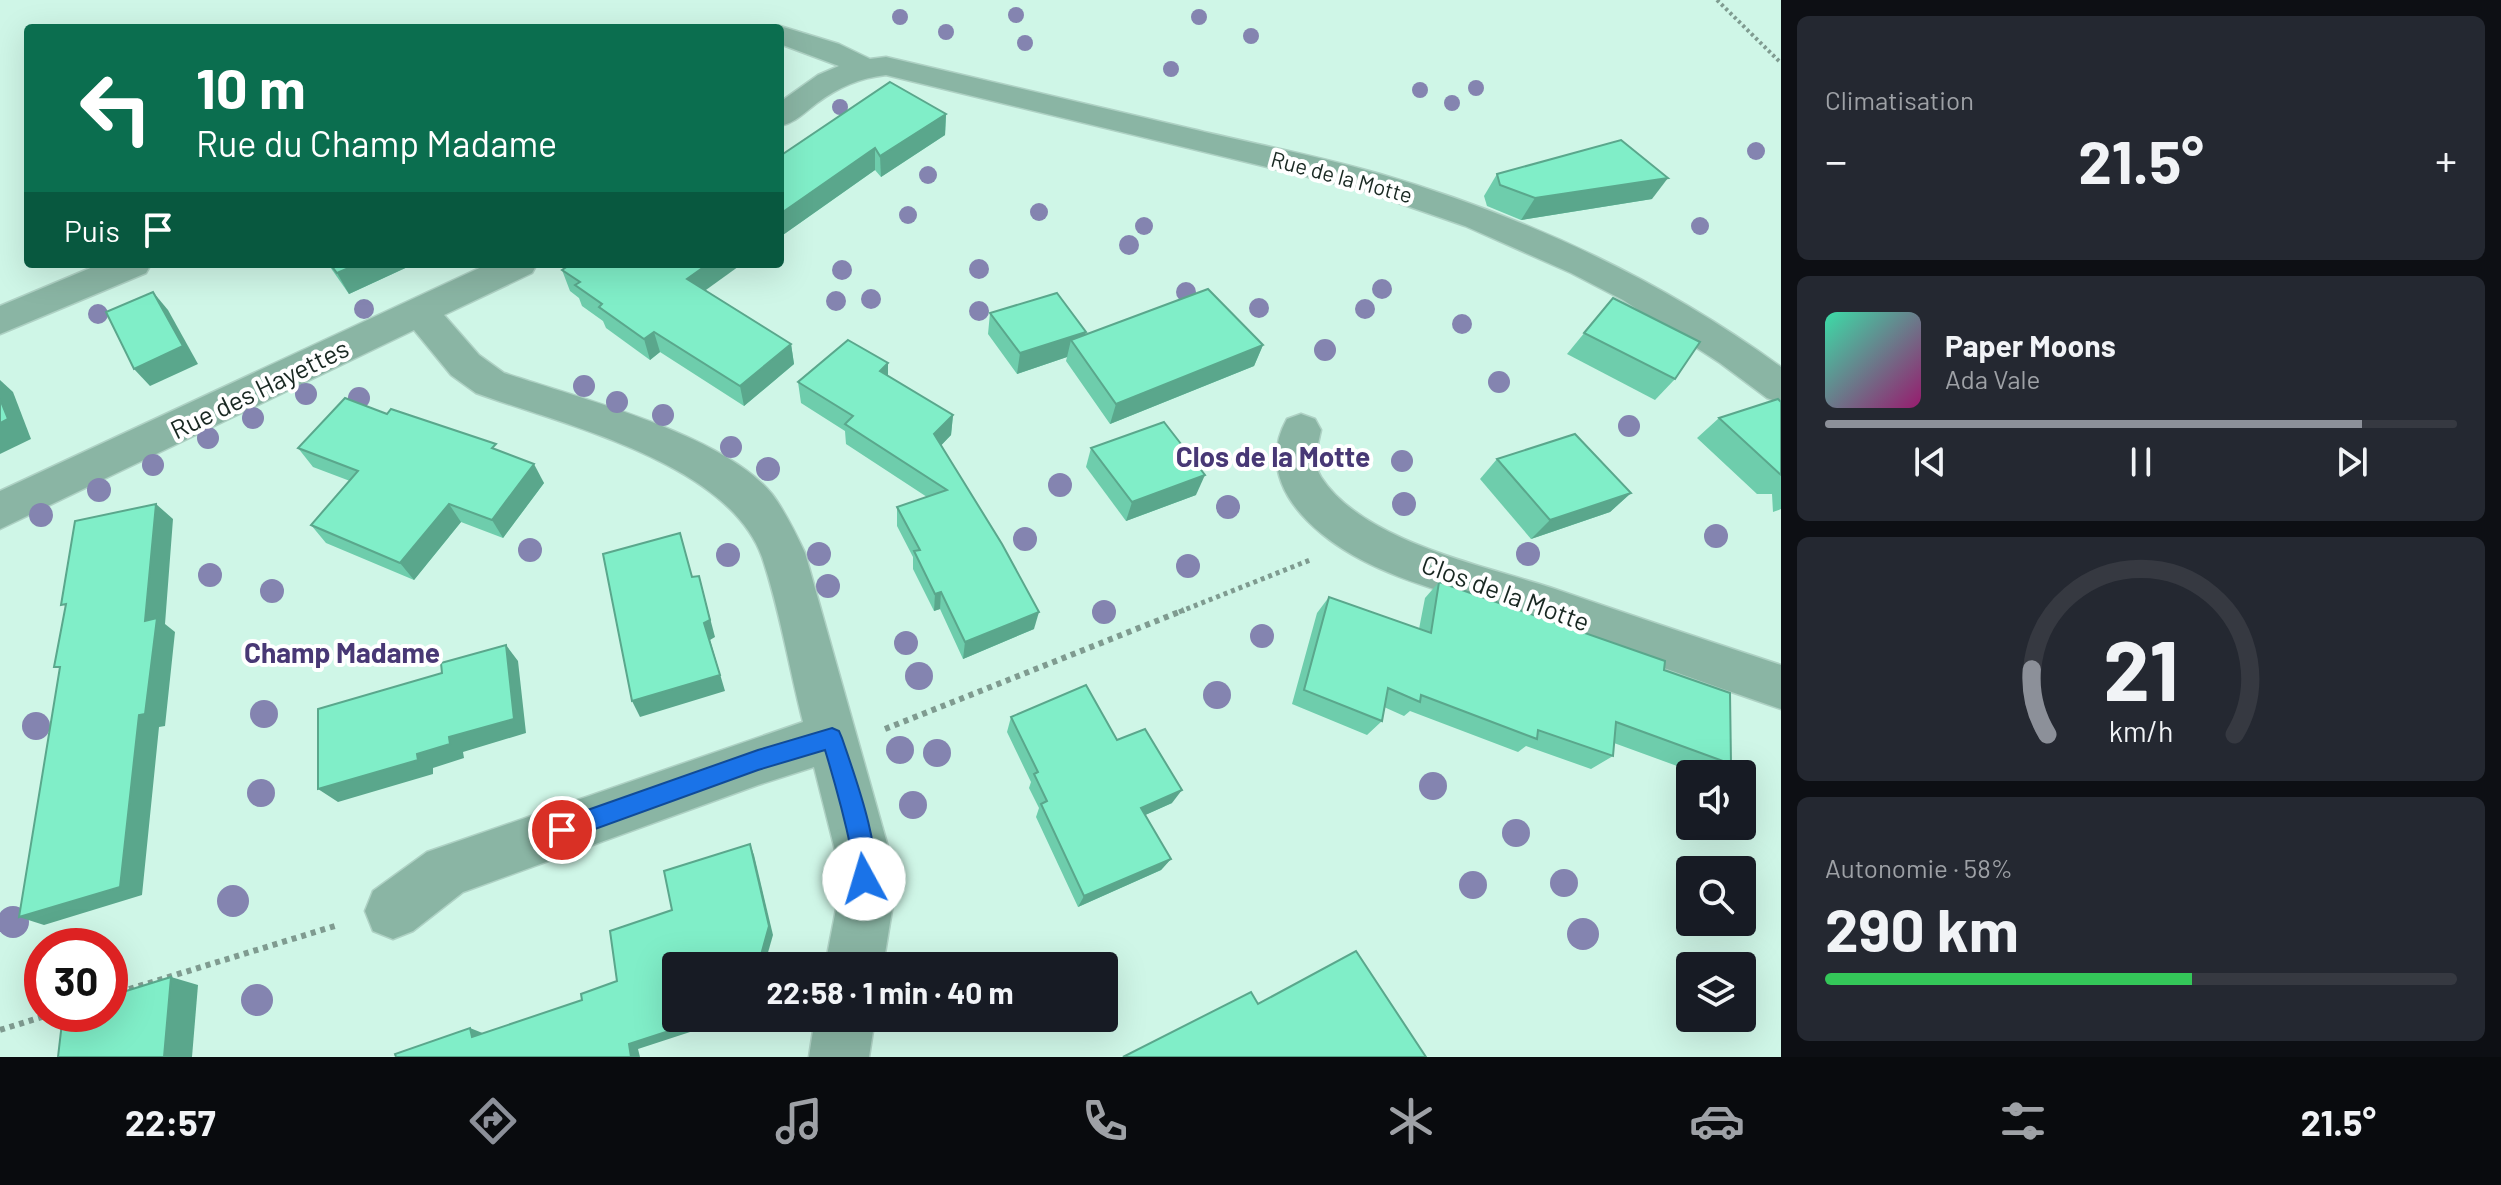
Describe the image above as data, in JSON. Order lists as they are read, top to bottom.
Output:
{
  "streets": {
    "street": ["Rue de la Motte", "Rue des Hayettes", "Clos de la Motte"]
  },
  "districts": ["Clos de la Motte", "Champ Madame"],
  "page": {
    "tile": [
      "Climatisation",
      ["Autonomie · 58%", "290 km"]
    ],
    "turn": ["10 m", "Rue du Champ Madame"],
    "heat": ["−", "21.5°", "+"],
    "then": "Puis",
    "song": ["Paper Moons", "Ada Vale"],
    "limit": "30",
    "trip": "22:58 · 1 min · 40 m",
    "tabs": ["22:57", "21.5°"],
    "gauge": ["21", "km/h"]
  }
}
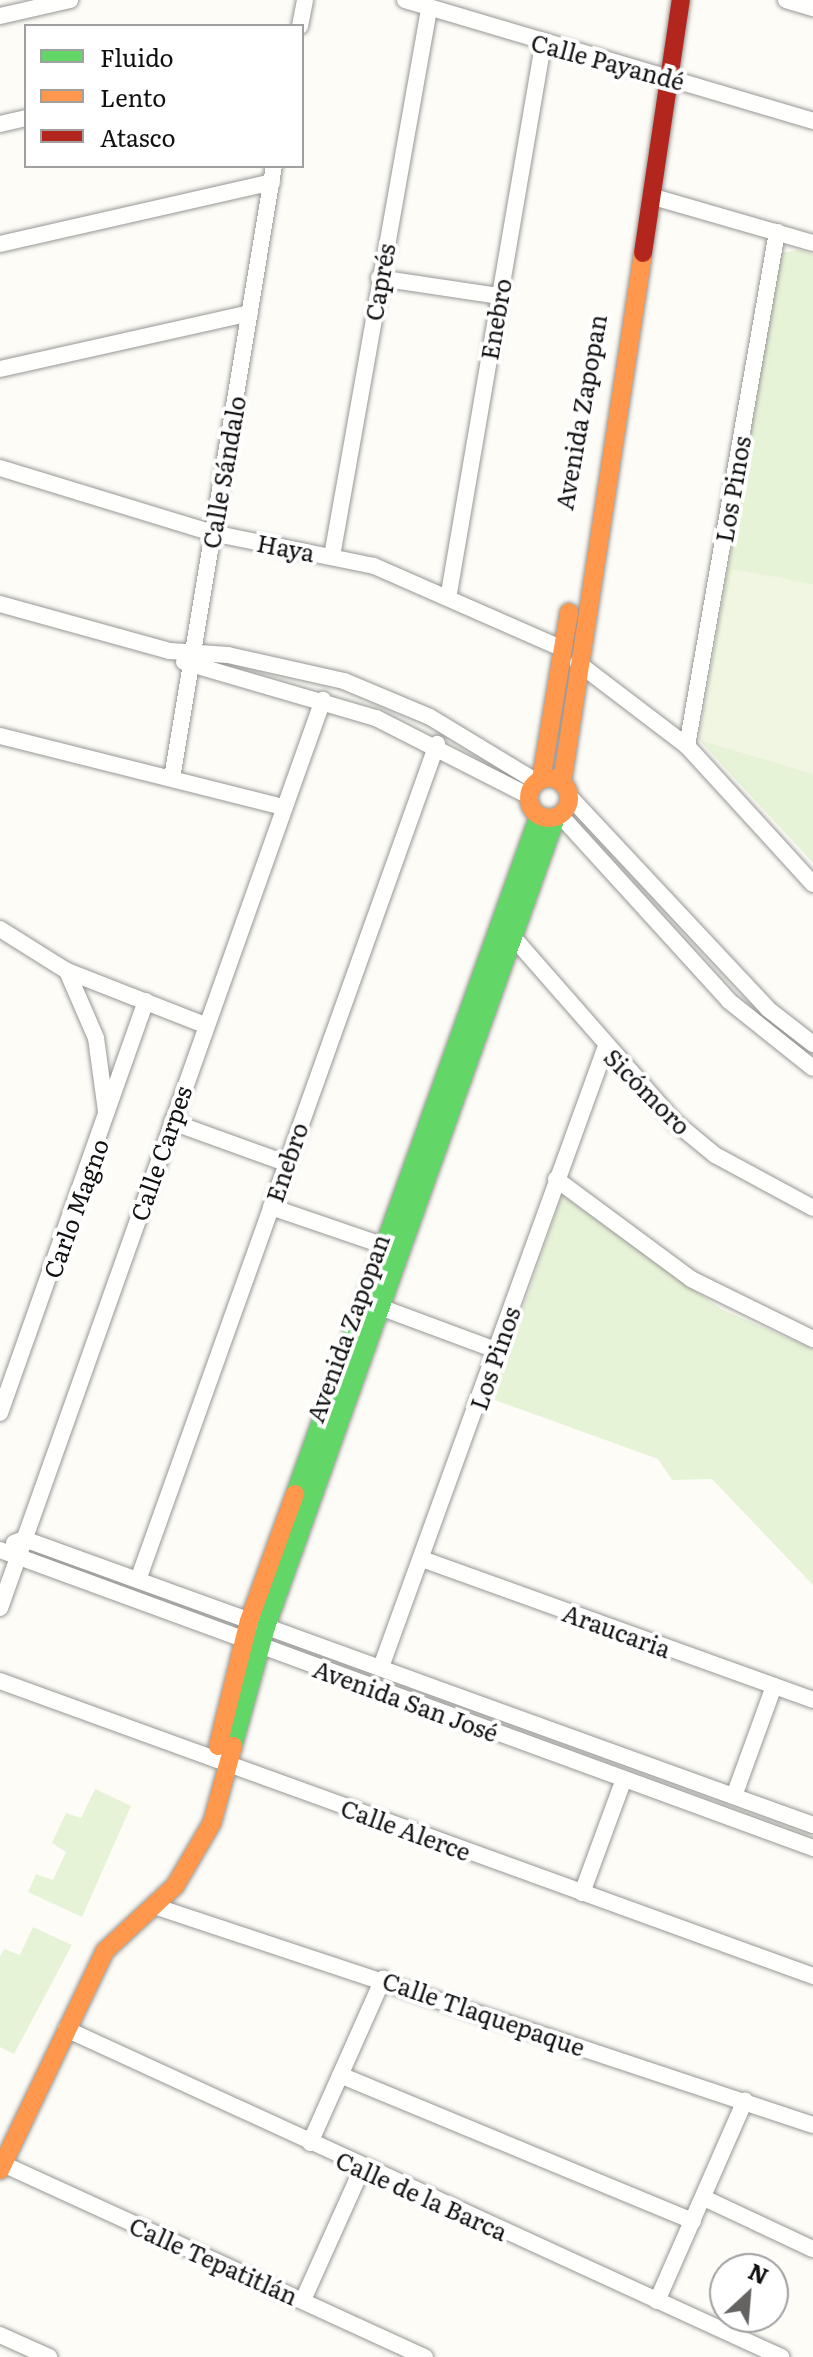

## Problem to solve
In the printed copy, the material above must appear unchanged and without its pictures.

## Answer for the task
Describe the image above as data, in JSON. Order lists as they are read, top to bottom.
Output:
{
  "streets": {
    "street": ["Rue de la Motte", "Rue des Hayettes", "Clos de la Motte"]
  },
  "districts": ["Clos de la Motte", "Champ Madame"],
  "page": {
    "tile": [
      "Climatisation",
      ["Autonomie · 58%", "290 km"]
    ],
    "turn": ["10 m", "Rue du Champ Madame"],
    "heat": ["−", "21.5°", "+"],
    "then": "Puis",
    "song": ["Paper Moons", "Ada Vale"],
    "limit": "30",
    "trip": "22:58 · 1 min · 40 m",
    "tabs": ["22:57", "21.5°"],
    "gauge": ["21", "km/h"]
  }
}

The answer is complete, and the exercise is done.